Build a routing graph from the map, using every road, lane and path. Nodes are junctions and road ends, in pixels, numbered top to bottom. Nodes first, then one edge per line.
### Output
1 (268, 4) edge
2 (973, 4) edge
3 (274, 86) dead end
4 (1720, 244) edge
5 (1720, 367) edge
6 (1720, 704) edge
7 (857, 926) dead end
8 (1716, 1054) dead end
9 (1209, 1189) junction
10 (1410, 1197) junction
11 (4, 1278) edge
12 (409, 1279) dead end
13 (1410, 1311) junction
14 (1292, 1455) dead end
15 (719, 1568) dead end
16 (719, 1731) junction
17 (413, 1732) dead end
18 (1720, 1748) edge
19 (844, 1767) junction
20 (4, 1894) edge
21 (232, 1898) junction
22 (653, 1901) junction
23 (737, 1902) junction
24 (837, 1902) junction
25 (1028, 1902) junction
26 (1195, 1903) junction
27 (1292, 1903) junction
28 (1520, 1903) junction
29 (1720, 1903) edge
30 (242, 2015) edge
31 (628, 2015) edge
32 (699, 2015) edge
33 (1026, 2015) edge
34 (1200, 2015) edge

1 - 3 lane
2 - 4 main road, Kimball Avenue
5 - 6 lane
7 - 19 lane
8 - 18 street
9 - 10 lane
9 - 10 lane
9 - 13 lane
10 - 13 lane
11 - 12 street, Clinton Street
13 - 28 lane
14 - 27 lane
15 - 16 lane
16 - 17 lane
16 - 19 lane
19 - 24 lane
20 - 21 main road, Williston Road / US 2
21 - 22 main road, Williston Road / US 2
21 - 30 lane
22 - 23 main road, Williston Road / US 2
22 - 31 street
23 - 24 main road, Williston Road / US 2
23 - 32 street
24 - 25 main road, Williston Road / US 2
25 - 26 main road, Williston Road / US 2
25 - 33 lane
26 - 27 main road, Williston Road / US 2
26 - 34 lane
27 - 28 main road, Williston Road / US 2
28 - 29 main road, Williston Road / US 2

# # # # # # #

#### Your task:
Each record must be returned in full and exactly.

#### Answer below:
Build a routing graph from the map, using every road, lane and path. Nodes are junctions and road ends, in pixels, numbered top to bottom. Nodes first, then one edge per line.
### Output
1 (268, 4) edge
2 (973, 4) edge
3 (274, 86) dead end
4 (1720, 244) edge
5 (1720, 367) edge
6 (1720, 704) edge
7 (857, 926) dead end
8 (1716, 1054) dead end
9 (1209, 1189) junction
10 (1410, 1197) junction
11 (4, 1278) edge
12 (409, 1279) dead end
13 (1410, 1311) junction
14 (1292, 1455) dead end
15 (719, 1568) dead end
16 (719, 1731) junction
17 (413, 1732) dead end
18 (1720, 1748) edge
19 (844, 1767) junction
20 (4, 1894) edge
21 (232, 1898) junction
22 (653, 1901) junction
23 (737, 1902) junction
24 (837, 1902) junction
25 (1028, 1902) junction
26 (1195, 1903) junction
27 (1292, 1903) junction
28 (1520, 1903) junction
29 (1720, 1903) edge
30 (242, 2015) edge
31 (628, 2015) edge
32 (699, 2015) edge
33 (1026, 2015) edge
34 (1200, 2015) edge

1 - 3 lane
2 - 4 main road, Kimball Avenue
5 - 6 lane
7 - 19 lane
8 - 18 street
9 - 10 lane
9 - 10 lane
9 - 13 lane
10 - 13 lane
11 - 12 street, Clinton Street
13 - 28 lane
14 - 27 lane
15 - 16 lane
16 - 17 lane
16 - 19 lane
19 - 24 lane
20 - 21 main road, Williston Road / US 2
21 - 22 main road, Williston Road / US 2
21 - 30 lane
22 - 23 main road, Williston Road / US 2
22 - 31 street
23 - 24 main road, Williston Road / US 2
23 - 32 street
24 - 25 main road, Williston Road / US 2
25 - 26 main road, Williston Road / US 2
25 - 33 lane
26 - 27 main road, Williston Road / US 2
26 - 34 lane
27 - 28 main road, Williston Road / US 2
28 - 29 main road, Williston Road / US 2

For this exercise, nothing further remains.